- **What you should do**:
The response must contain every line below in which "ACISA" appears.

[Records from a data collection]
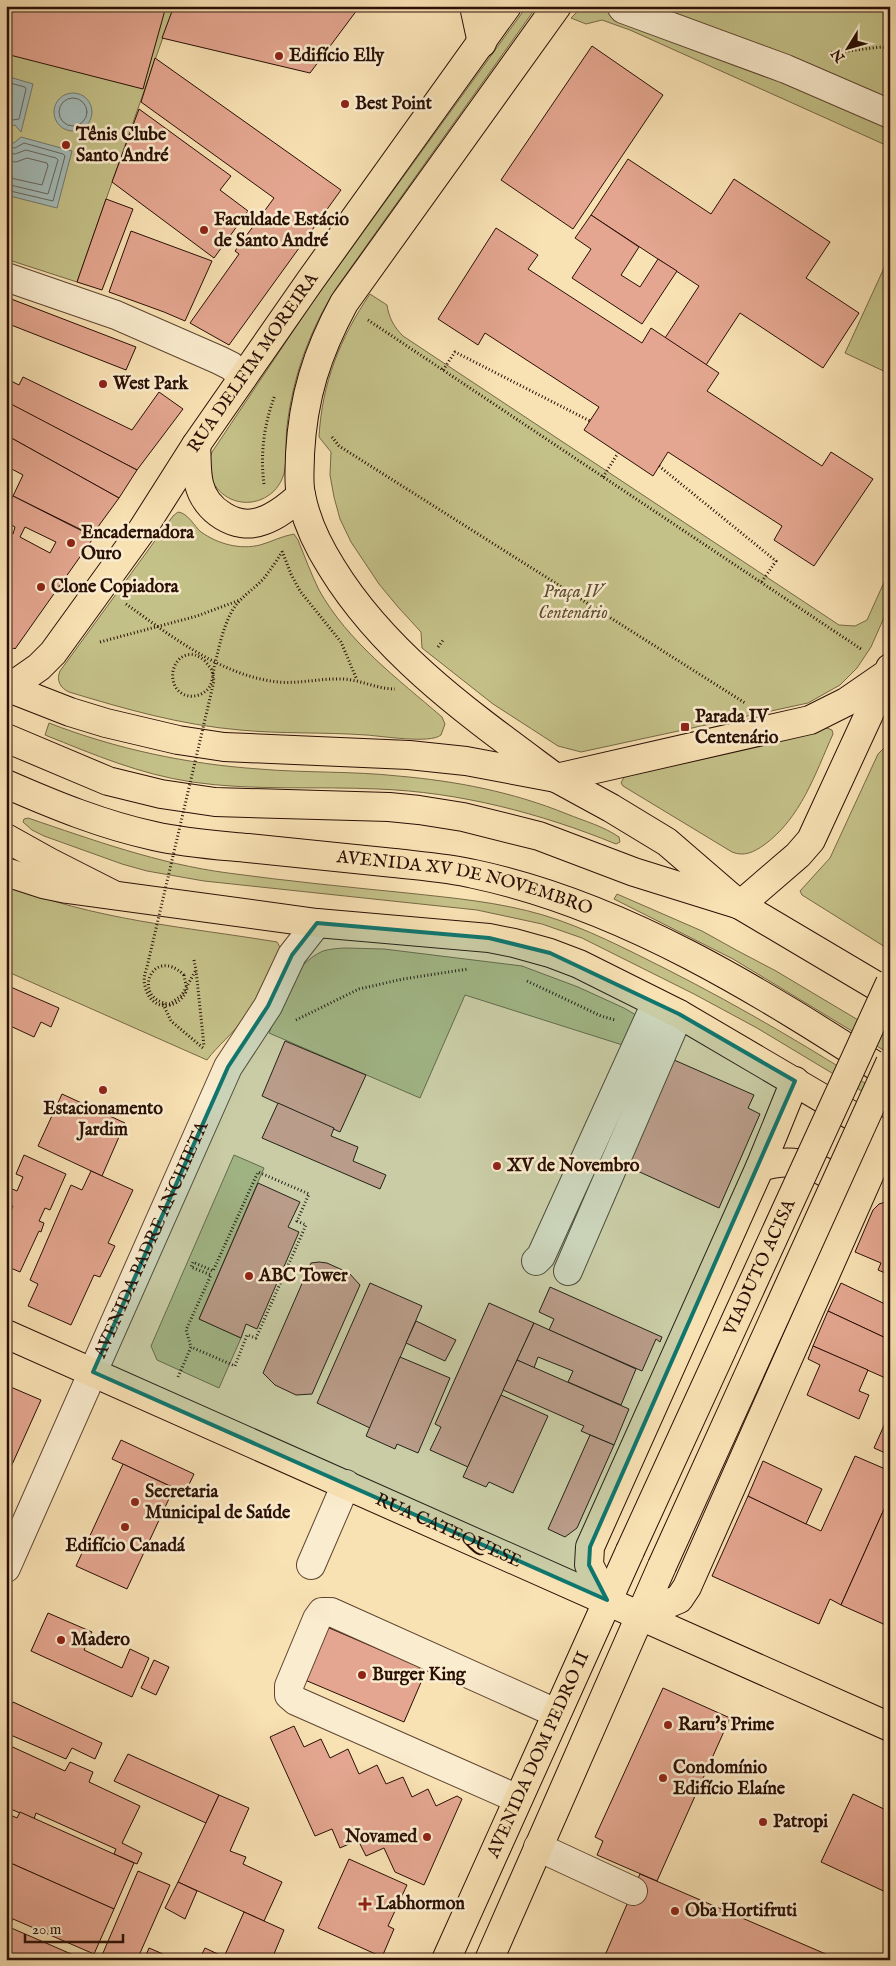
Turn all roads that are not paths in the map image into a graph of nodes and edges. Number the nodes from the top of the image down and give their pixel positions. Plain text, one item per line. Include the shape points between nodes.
1 (474, 6) edge
2 (507, 6) edge
3 (557, 6) edge
4 (621, 6) edge
5 (482, 43) junction
6 (890, 114) edge
7 (6, 278) edge
8 (243, 377) junction
9 (196, 445) junction
10 (301, 495) junction
11 (889, 670) edge
12 (8, 687) edge
13 (6, 738) edge
14 (556, 778) junction
15 (6, 784) edge
16 (6, 838) edge
17 (6, 872) edge
18 (114, 895) junction
19 (740, 904) junction
20 (317, 923) junction
21 (890, 983) edge
22 (890, 994) edge
23 (668, 1008) junction
24 (890, 1063) edge
25 (890, 1075) edge
26 (795, 1081) junction
27 (888, 1137) edge
28 (760, 1167) junction
29 (854, 1208) junction
30 (536, 1261) dead end
31 (568, 1271) dead end
32 (6, 1334) edge
33 (93, 1372) junction
34 (346, 1484) junction
35 (630, 1551) joint
36 (311, 1565) dead end
37 (6, 1568) edge
38 (607, 1600) junction
39 (641, 1615) junction
40 (556, 1713) junction
41 (890, 1727) edge
42 (518, 1799) junction
43 (538, 1847) junction
44 (633, 1891) dead end
45 (446, 1960) edge
46 (489, 1960) edge

1 - 5 main road
2 - 5 main road, RUA DELFIM MOREIRA
3 - 10 main road via 339,312 314,369 303,417 299,474
4 - 6 street
5 - 8 main road, RUA DELFIM MOREIRA
7 - 8 street via 116,315 219,360
8 - 9 main road, RUA DELFIM MOREIRA
9 - 10 main road via 203,496 219,514 230,520 250,524 261,522 281,512
9 - 12 main road, RUA DELFIM MOREIRA via 142,530 53,653 39,667
10 - 14 main road via 323,553 358,608 380,633 484,725
11 - 14 main road via 846,702 810,720
11 - 19 main road via 810,840 798,855
12 - 14 main road via 46,704 106,723 178,740 224,747 409,755 466,761
13 - 19 main road via 108,781 161,794 215,802 389,807 482,822 539,836 634,872
14 - 19 main road via 667,842
15 - 25 main road, AVENIDA XV DE NOVEMBRO via 103,823 154,836 430,867 472,873 523,886 633,928 683,952
16 - 18 main road
17 - 18 main road via 42,884
18 - 20 main road
19 - 22 main road
20 - 23 main road via 514,943 550,952 579,964
20 - 33 street, AVENIDA PADRE ANCHIETA via 292,955 268,1006 228,1067
21 - 35 main road, VIADUTO ACISA, bridge
23 - 26 main road
23 - 30 street via 645,1027
23 - 31 street
24 - 39 main road, VIADUTO ACISA, bridge
26 - 27 main road
26 - 28 main road
27 - 29 main road
28 - 29 main road via 788,1161 816,1167 839,1184
28 - 38 main road via 590,1547 589,1565
29 - 39 main road via 687,1587 679,1599
32 - 33 main road, RUA CATEQUESE
33 - 34 main road, RUA CATEQUESE
33 - 37 street, AVENIDA PADRE ANCHIETA
34 - 36 street
34 - 38 main road, RUA CATEQUESE
35 - 38 main road, AVENIDA DOM PEDRO II
38 - 39 main road, RUA CATEQUESE
38 - 40 main road, AVENIDA DOM PEDRO II
39 - 41 main road, RUA CATEQUESE
39 - 43 main road
40 - 42 main road, AVENIDA DOM PEDRO II
40 - 42 street via 331,1612 322,1612 317,1619 289,1686 289,1695 296,1701
42 - 45 main road, AVENIDA DOM PEDRO II
43 - 44 street
43 - 46 main road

- **Reply to the exercise**:
21 - 35 main road, VIADUTO ACISA, bridge
24 - 39 main road, VIADUTO ACISA, bridge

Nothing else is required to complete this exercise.